Just as a passing note, the Japanese tradition of closing the house up, closing shutters on windows and doors is also common with the Spanish. No such thing as a cool night breeze blowing through the house in Spain.

Just as the sun’s first light is lightening the landscape I come across a young lady (Pilgrim of course) wondering which way to go. She is standing on the pavement, but there is an obvious trail on the right. I introduce myself and she says her name is Sonia from the Azores. Together we discover the path to the right is the correct route…and off we go. Sonia being from a tiny island in the Atlantic needs to get away and experience big places. She feels a sense of freedom on the Camino, with such big open skies, and so much land. I half jokingly tell her she needs to visit Saskatchewan if this is a feeling she enjoys.

It turns out Sonia is quite proficient in languages speaking Portuguese, French, English, and she is working on her Spanish.

The path is becoming treacherous at this point. Loose rocks are a serious threat. Our progress is slow. At least the such has breached the mountain tops behind us. The lighting is a definite asset to my little headlamp.

After Walking for 2 hours we come to the picturesque town of Molinaseca. We are joined by a French couple who started their Camino in Burgos with Sonia, and have been her Camino Family. They have coffees and I have a hot chocolate to try and shed this inner chill.

Finally The French couple decides to head out and make a pit stop before leaving. Sonia asks where the French Couple is and I explain they have already left. She says “ OK, then we shall leave too”. I wasn’t really looking for  a walking partner, but imagine I represent some form of safety.

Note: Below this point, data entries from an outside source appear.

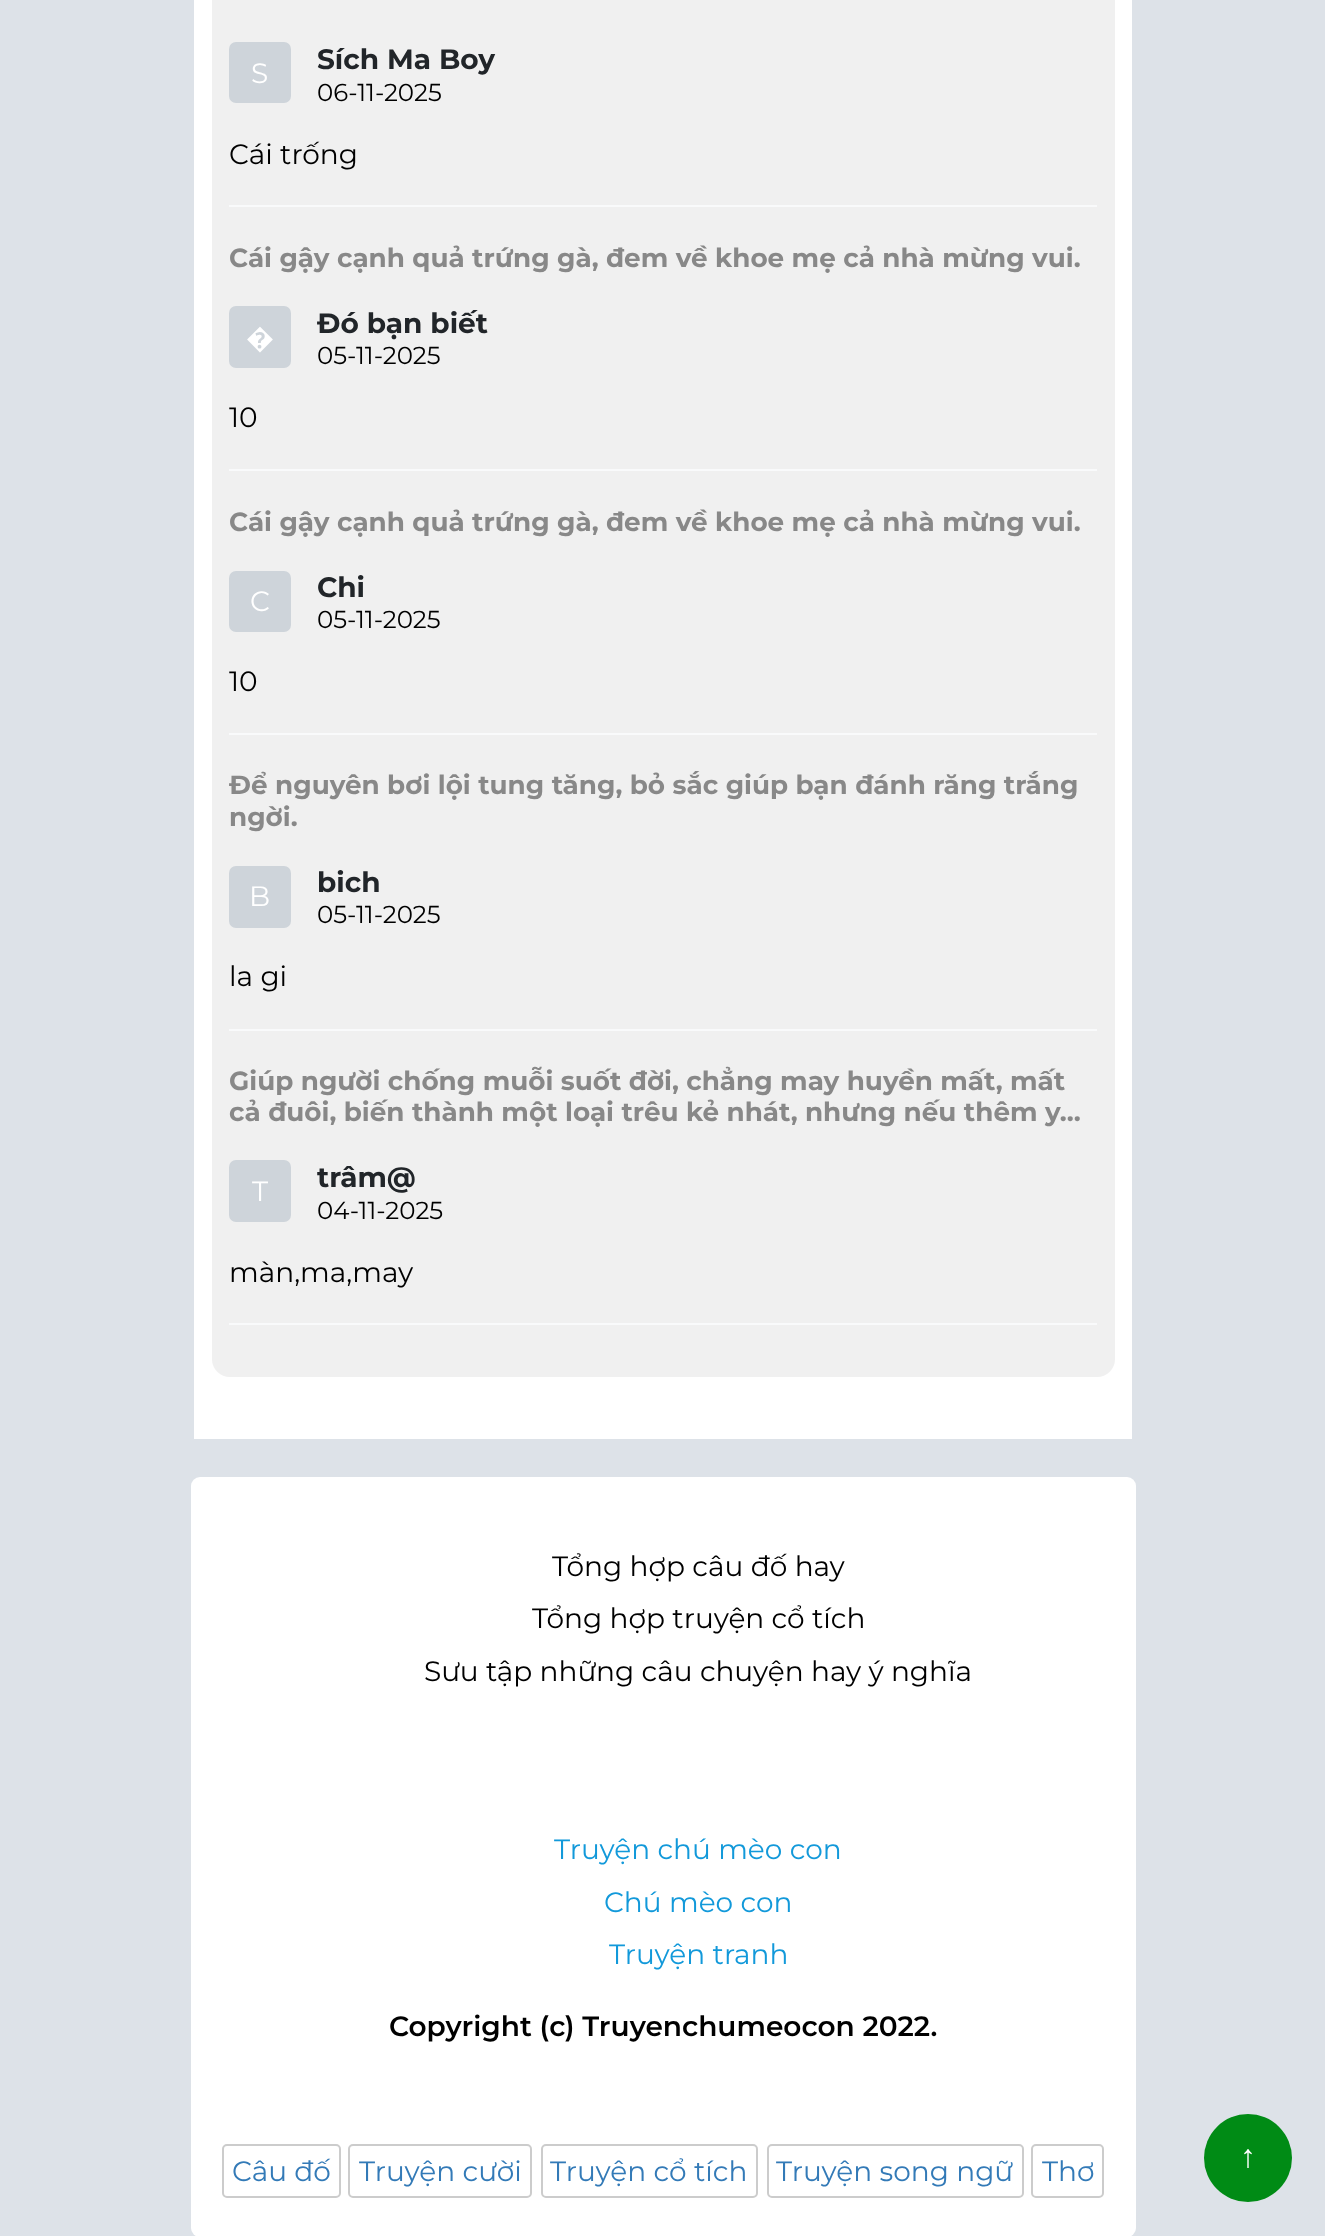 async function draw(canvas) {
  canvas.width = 1325;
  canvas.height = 2236;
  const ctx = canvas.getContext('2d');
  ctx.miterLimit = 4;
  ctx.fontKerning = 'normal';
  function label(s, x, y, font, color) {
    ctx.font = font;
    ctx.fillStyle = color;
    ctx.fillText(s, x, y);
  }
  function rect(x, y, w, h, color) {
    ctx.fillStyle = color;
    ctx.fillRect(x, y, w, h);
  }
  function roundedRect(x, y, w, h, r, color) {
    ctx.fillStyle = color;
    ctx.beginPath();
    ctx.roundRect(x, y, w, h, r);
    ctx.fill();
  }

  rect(0, 0, 1325, 2236, '#dde2e8');
  rect(194, 0, 938, 1439, '#fff');
  roundedRect(212, -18, 903, 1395, 18, '#f0f0f0');
  roundedRect(229, 42, 62, 61, 7, '#ced4da');
  label('S', 251, 83, '28px Montserrat', '#fff');
  label('Sích Ma Boy', 317, 69, 'bold 28px Montserrat', '#212529');
  label('06-11-2025', 317, 101, '24.5px Montserrat', '#000');
  label('Cái trống', 229, 164, '28px Montserrat', '#000');
  rect(229, 205, 868, 2, '#f9fafb');
  label('Cái gậy cạnh quả trứng gà, đem về khoe mẹ cả nhà mừng vui.', 229, 267, 'bold 26.25px Montserrat', '#888');
  roundedRect(229, 306, 62, 62, 7, '#ced4da');
  label('�', 246, 348, '28px Noto Sans', '#fff');
  label('Đó bạn biết', 317, 333, 'bold 28px Montserrat', '#212529');
  label('05-11-2025', 317, 364, '24.5px Montserrat', '#000');
  label('10', 229, 427, '28px Montserrat', '#000');
  rect(229, 469, 868, 2, '#f9fafb');
  label('Cái gậy cạnh quả trứng gà, đem về khoe mẹ cả nhà mừng vui.', 229, 531, 'bold 26.25px Montserrat', '#888');
  roundedRect(229, 571, 62, 61, 7, '#ced4da');
  label('C', 250, 611, '28px Montserrat', '#fff');
  label('Chi', 317, 597, 'bold 28px Montserrat', '#212529');
  label('05-11-2025', 317, 628, '24.5px Montserrat', '#000');
  label('10', 229, 691, '28px Montserrat', '#000');
  rect(229, 733, 868, 2, '#f9fafb');
  label('Để nguyên bơi lội tung tăng, bỏ sắc giúp bạn đánh răng trắng', 229, 794, 'bold 26.25px Montserrat', '#888');
  label('ngời.', 229, 826, 'bold 26.25px Montserrat', '#888');
  roundedRect(229, 866, 62, 62, 7, '#ced4da');
  label('B', 249, 906, '28px Montserrat', '#fff');
  label('bich', 317, 892, 'bold 28px Montserrat', '#212529');
  label('05-11-2025', 317, 923, '24.5px Montserrat', '#000');
  label('la gi', 229, 986, '28px Montserrat', '#000');
  rect(229, 1029, 868, 2, '#f9fafb');
  label('Giúp người chống muỗi suốt đời, chẳng may huyền mất, mất', 229, 1090, 'bold 26.25px Montserrat', '#888');
  label('cả đuôi, biến thành một loại trêu kẻ nhát, nhưng nếu thêm y…', 229, 1121, 'bold 26.25px Montserrat', '#888');
  roundedRect(229, 1160, 62, 62, 7, '#ced4da');
  label('T', 252, 1201, '28px Montserrat', '#fff');
  label('trâm@', 317, 1187, 'bold 28px Montserrat', '#212529');
  label('04-11-2025', 317, 1219, '24.5px Montserrat', '#000');
  label('màn,ma,may', 229, 1282, '28px Montserrat', '#000');
  rect(229, 1323, 868, 2, '#f9fafb');
  roundedRect(191, 1477, 945, 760, 9, '#fff');
  label('Tổng hợp câu đố hay', 552, 1576, '28px Montserrat', '#000');
  label('Tổng hợp truyện cổ tích', 532, 1628, '28px Montserrat', '#000');
  label('Sưu tập những câu chuyện hay ý nghĩa', 424, 1681, '28px Montserrat', '#000');
  label('Truyện chú mèo con', 554, 1859, '28px Montserrat', '#1299da');
  label('Chú mèo con', 604, 1912, '28px Montserrat', '#1299da');
  label('Truyện tranh', 609, 1964, '28px Montserrat', '#1299da');
  label('Copyright (c) Truyenchumeocon 2022.', 389, 2036, '600 28px Montserrat', '#000');
  ctx.beginPath();
  ctx.roundRect(223, 2145, 117, 52, 4);
  ctx.strokeStyle = '#ccc';
  ctx.lineWidth = 2;
  ctx.stroke();
  label('Câu đố', 232, 2181, '28px Montserrat', '#337ab7');
  ctx.beginPath();
  ctx.roundRect(349, 2145, 182, 52, 4);
  ctx.stroke();
  label('Truyện cười', 359, 2181, '28px Montserrat', '#337ab7');
  ctx.beginPath();
  ctx.roundRect(542, 2145, 215, 52, 4);
  ctx.stroke();
  label('Truyện cổ tích', 550, 2181, '28px Montserrat', '#337ab7');
  ctx.beginPath();
  ctx.roundRect(768, 2145, 255, 52, 4);
  ctx.stroke();
  label('Truyện song ngữ', 776, 2181, '28px Montserrat', '#337ab7');
  ctx.beginPath();
  ctx.roundRect(1032, 2145, 71, 52, 4);
  ctx.stroke();
  label('Thơ', 1042, 2181, '28px Montserrat', '#337ab7');
  ctx.fillStyle = '#008b15';
  ctx.beginPath();
  ctx.arc(1248, 2158, 44, 0, 2 * Math.PI);
  ctx.fill();
  label('↑', 1240, 2167, '32px Liberation Sans', '#fff');
}

draw(document.querySelector('canvas'));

I can imagine a single woman may feel somewhat vulnerable walking alone. And so I have a walking partner for the rest of the morning.

Walking out of Molinaseca you will get to enjoy more asphalt than you imagined. The walk is now almost entirely on a road or a sidewalk. After about an hour we see the French woman walking behind us. She had become separated from her husband, and taken a wrong turn. By the time she figured out she needed to back track she had walked about a kilometer.

Now she was walking to Ponferada with us.

The French woman decides to call her husband and he is waiting in town at the Tourist information building. We all decide this is a good place to go.

Once we arrive I say I am staying, and Sofia and the French couple say they are continuing for another couple of hours. I wish them well….and then look for a place to stay.

Lightning can strike the same person twice….Of this I am convinced.

I find a brand new Albergue with top of the line showers, new mattresses, blankets, dual vanity sinks, all built as an en suite. This is our shower. We have our own toilet….and as of this writing there are only 5 people in our room….and I have a bed. Not a bunk.

A simple pleasure by many people’s standards….but to a Pilgrim….this is hard to beat.